We further hold that a party who brings an action for declaratory relief and satisfies these requirements for the public-importance exception to standing establishes a legally protectable interest as required to obtain declaratory relief. See MB Am., Inc. v. Alaska Pac. Leasing Co., 132 Nev. 78, 86, 367 P.3d 1286, 1291 (2016) (establishing requirements for a court to grant declaratory relief).

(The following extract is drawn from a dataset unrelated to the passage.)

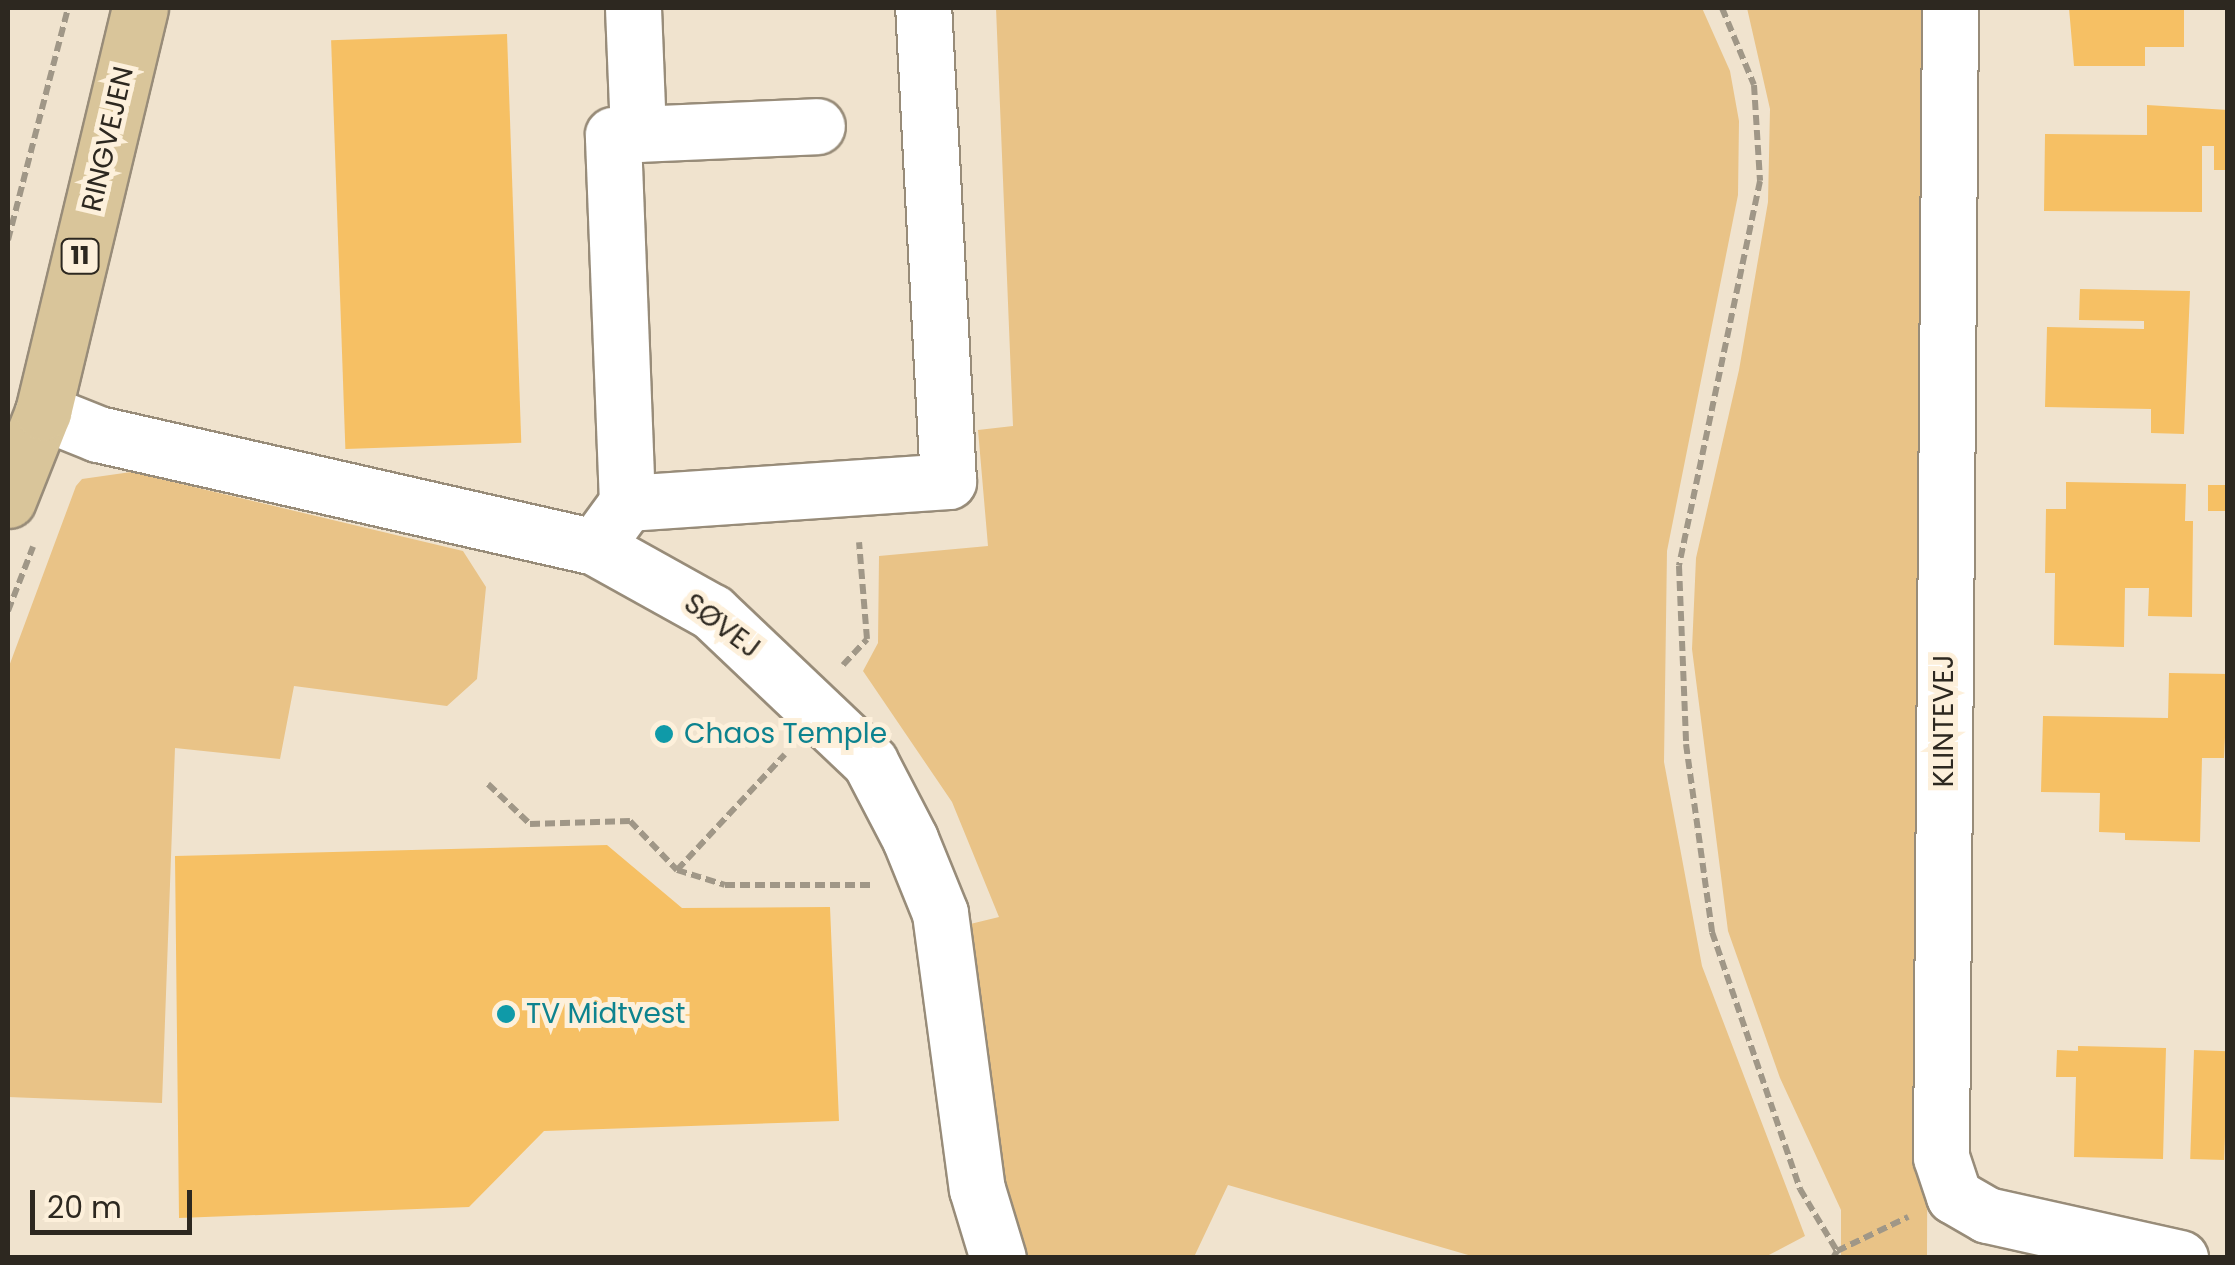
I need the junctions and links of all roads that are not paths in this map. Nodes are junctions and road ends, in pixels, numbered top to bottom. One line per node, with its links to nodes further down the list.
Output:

Our refusal to grant standing under these circumstances could result in serious public injury—either by the continued allegedly unlawful service of the above-named officials, or by the refusal of qualified persons to run for office for fear of acting unconstitutionally—because this unsettled issue continues to arise. See Sheward, 715 N.E.2d at 1083 (limiting application of the public-importance exception to circumstances where serious public injury would result otherwise). Indeed, this court has previously been asked to decide a similar question regarding whether state and local government employees could simultaneously serve as members in the Legislature. See Heller, 120 Nev. at 466, 93 P.3d at 753. In Heller , the Nevada Secretary of State asked this court to declare that dual service violates the separation-of-powers clause and to order the Legislature to oust those legislators who were also employed by the state executive branch and local governments. Id. This court declined to reach the issue, finding that the Secretary lacked standing and also that the separation-of-powers clause barred the relief sought because only the Legislature may judge the qualifications of its members. Id. at 460-62, 466-72, 93 P.3d at 749-50, 752-56. The dual service issue has since been raised in other court cases, but no court has addressed it on the merits for a variety of reasons. See, e.g ., Pojunis v. Denis, No. 60554, 2014 WL 7188221 (Nev. Dec. 16, 2014) (Order of Affirmance) (affirming dismissal of complaint based on lack of standing and mootness); Indep. Am. Party of Nev. v. Titus, Docket No. 43038, 131 P.3d 612 (Order Denying Petition for Writ of Mandamus, July 14, 2004) (denying petition based on lack of standing).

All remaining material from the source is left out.